Pero la edad no perdona y el jefe de mi padre, un buen día, falleció. No se cómo describiros la sensación de ver a mi padre llorando como un niño aquel día.
Lógicamente, las empresas que su jefe, sus compañeros y el mismo habían levantado codo con codo, la heredaron los hijos del jefe. Todo lo que su padre había conseguido con el sudor de sus trabajadores y con su trabajo, se lo repartieron entre los tres y la cafetería en la que trabajaba mi padre, pasó a manos de uno de ellos.
Para entonces, mi padre ya iba siendo mayorcito, pues la edad tampoco perdona. Entonces empezaron los tiempos de los  emprendedores, de la revolución en el mundo de la empresa; los escaparatistas, el marketing, los cursos  y por supuesto, los nuevos tipos de contratos con ayudas por contratar a jóvenes, la mano de obra barata de los inmigrantes, etc. etc.
En resumen, mi padre para su nuevo jefe ya no suponía una ayuda, sino una carga. Como para entonces había consolidado los derechos económicos (que no legales) que su padre le había concedido, pensó que ya no era rentable para su empresa y comenzó a prescindir de él y a hacerle sentir cada día más inútil, más inservible y más viejo, hasta el punto de que, por miedo a que terminase con una depresión, entre toda la familia conseguimos convencerle para que dejase de trabajar. Pero, como no había llegado a cumplir los sesenta y cinco años (tenía tan sólo 62), ello se traducía en una pensión mínima reducida en un tanto por ciento que apenas le permitiría hacer frente a los pagos que había de afrontar. 
Dado que su jefe estaba deseando librarse de él, finalmente llegaron al acuerdo de despedirle. Un despido improcedente pactado del que mi padre no se llevó ni una peseta.
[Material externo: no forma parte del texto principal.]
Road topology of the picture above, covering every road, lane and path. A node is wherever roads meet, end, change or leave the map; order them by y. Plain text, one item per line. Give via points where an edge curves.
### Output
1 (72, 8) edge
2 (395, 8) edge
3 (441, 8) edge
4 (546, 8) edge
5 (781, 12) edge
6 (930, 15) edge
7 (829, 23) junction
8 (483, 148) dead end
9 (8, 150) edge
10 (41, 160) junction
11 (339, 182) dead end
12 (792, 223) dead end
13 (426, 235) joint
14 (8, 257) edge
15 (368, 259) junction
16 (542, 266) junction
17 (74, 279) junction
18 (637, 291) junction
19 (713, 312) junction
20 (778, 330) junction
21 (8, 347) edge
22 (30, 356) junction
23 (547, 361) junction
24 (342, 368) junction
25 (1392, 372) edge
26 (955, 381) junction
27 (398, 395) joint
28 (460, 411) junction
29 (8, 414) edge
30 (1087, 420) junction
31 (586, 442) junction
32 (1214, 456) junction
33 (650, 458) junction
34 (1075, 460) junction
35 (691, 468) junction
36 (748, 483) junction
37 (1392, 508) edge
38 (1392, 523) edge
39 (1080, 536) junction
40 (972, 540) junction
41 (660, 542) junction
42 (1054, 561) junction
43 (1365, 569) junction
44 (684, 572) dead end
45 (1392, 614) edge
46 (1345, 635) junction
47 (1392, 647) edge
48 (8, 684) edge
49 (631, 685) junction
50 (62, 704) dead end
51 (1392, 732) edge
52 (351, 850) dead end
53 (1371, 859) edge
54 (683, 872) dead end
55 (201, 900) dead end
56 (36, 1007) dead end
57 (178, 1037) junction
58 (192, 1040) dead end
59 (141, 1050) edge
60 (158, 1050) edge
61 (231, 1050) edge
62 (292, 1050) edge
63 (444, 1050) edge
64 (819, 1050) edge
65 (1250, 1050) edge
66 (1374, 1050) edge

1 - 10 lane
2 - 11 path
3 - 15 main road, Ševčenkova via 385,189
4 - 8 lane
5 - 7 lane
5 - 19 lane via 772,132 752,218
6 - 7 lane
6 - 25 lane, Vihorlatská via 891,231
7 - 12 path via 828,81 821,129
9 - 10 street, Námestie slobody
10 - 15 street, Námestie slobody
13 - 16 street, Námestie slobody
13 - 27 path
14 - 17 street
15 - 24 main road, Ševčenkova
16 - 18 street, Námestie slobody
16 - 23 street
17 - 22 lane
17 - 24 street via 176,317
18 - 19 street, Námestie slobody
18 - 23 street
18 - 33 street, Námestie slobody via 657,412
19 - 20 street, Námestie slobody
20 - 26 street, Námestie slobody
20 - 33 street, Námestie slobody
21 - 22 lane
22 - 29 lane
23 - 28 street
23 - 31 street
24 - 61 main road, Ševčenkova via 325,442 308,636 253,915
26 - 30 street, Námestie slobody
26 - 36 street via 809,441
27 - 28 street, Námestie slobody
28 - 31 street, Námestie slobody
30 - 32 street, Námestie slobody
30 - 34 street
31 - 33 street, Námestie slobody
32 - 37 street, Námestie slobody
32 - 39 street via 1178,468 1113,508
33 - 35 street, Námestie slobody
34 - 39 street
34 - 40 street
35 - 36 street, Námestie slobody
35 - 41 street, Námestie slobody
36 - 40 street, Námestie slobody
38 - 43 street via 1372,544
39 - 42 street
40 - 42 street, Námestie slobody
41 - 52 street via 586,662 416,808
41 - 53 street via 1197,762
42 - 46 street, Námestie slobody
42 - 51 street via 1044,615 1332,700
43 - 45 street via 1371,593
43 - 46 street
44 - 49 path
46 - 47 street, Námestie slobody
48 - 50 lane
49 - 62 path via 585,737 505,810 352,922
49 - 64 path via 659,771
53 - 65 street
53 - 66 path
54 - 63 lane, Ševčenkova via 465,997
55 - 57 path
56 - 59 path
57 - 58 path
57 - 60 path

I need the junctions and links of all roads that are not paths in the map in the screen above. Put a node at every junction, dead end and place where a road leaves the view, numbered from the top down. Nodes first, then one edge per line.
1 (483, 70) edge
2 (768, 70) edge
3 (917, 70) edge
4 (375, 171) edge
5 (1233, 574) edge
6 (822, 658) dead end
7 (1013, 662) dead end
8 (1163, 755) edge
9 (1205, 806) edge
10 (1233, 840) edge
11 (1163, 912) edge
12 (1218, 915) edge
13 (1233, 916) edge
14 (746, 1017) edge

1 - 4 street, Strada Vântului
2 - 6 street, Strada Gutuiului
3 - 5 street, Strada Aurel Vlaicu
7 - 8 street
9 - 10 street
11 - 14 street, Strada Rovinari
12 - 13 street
Lo único que consiguió a cambio fue cobrar del paro hasta completar su jubilación para que su pensión no se viese recortada. Tengo que deciros de paso que la mayoría de quienes habían trabajado codo a codo con mi padre, también se vieron obligados de una u otra forma a dejar la empresa viéndose sustituidos por otro tipo de personal, nula o escasamente cualificado y básicamente temporal en función de las condiciones económicas más favorables que el Estado ofreciera.
Mi padre falleció a los 65 años, víctima de un cáncer. Esta fue su vida y también la mía. No voy a plantear ni moralejas ni conclusiones. Sólo quería contaros una historia que me duele profundamente y que es real y también rendir un homenaje a mi padre y a todos esos trabajadores que, como mi padre, nunca heredaron la empresa, ni disfrutaron de los derechos que la Ley les otorgaba y que levantaron este país.
Espero que la lectura la hagáis vosotros y como no me puedo callar aunque lo intento, reivindicar la dignidad en el trabajo y la dignidad de los trabajadores, porque por encima de todo, somos personas, seres humanos.